I'm not sure if you're serious or not. I think the connection that was being made is that, if you evaluate usage based purely on time, Pandora may have a ton of time in use. But, much (or at least some) of that time may be people who've left it to stream for hours after they've left.
Leaving your work computer on doing anything has nothing to do with the usage of a mobile app. He's not leaving his phone on playing music overnight at work.
Pandora isn't claiming to be the most used app in the world, they're claiming to be the most used mobile app in the world. People take their phones with them and for battery life alone are not likely to leave them playing music while they aren't listening to it.
I think Pandora stops if you leave the app playing for some hours without any interaction with the app.
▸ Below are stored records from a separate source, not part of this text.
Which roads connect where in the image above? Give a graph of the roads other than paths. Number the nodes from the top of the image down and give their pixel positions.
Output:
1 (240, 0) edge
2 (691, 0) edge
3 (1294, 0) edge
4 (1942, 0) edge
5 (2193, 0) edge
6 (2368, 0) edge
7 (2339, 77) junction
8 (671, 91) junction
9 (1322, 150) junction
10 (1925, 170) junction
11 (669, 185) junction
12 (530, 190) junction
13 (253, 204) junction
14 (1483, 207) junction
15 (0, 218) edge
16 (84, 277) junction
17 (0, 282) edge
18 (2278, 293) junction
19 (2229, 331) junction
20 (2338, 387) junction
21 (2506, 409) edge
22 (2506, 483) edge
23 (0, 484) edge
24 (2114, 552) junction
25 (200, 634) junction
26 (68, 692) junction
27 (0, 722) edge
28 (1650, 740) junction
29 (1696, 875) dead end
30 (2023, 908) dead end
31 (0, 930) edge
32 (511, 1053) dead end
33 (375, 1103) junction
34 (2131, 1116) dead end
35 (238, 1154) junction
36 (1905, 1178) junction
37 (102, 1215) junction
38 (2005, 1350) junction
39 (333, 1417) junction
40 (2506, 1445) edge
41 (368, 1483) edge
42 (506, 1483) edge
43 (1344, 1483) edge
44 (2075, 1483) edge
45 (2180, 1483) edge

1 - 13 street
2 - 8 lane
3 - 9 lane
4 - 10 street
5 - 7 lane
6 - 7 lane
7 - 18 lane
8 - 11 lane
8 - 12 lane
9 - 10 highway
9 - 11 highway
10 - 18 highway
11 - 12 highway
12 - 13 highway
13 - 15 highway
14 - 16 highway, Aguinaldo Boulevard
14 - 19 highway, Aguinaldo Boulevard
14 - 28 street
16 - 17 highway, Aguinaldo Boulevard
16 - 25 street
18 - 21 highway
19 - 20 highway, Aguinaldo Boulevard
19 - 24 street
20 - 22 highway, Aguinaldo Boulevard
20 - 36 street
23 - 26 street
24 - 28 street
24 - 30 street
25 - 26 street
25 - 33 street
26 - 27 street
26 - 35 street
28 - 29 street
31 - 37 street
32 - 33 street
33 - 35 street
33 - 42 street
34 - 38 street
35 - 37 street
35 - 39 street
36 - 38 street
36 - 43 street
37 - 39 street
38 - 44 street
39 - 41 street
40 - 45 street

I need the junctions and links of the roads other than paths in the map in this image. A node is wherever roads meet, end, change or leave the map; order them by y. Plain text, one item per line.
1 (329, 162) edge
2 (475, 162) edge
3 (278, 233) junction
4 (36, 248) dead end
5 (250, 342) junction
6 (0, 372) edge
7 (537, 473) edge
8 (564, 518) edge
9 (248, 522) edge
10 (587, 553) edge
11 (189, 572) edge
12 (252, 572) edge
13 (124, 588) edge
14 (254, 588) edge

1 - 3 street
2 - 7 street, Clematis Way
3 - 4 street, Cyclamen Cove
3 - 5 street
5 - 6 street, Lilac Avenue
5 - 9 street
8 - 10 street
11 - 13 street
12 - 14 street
Most streaming services do that to save bandwidth.
Which makes you part of Pandora's claim that they're the most used mobile app. Leaving a desktop computer streaming music on at work has nothing to do with mobile app usage.
It illustrates that music apps are likely to be in use for very long periods/proportions of time. maccard's comment was quite relevant; it's not at all unreasonable to read in "and other people might use pandora similarly to the way I use spotify".
It's obvious that music apps get used for a long period of time. That's why Pandora is one of the (if not the most like they claim) most used mobile apps in the world. Leaving Spotify on at work while you aren't there is not the reason why.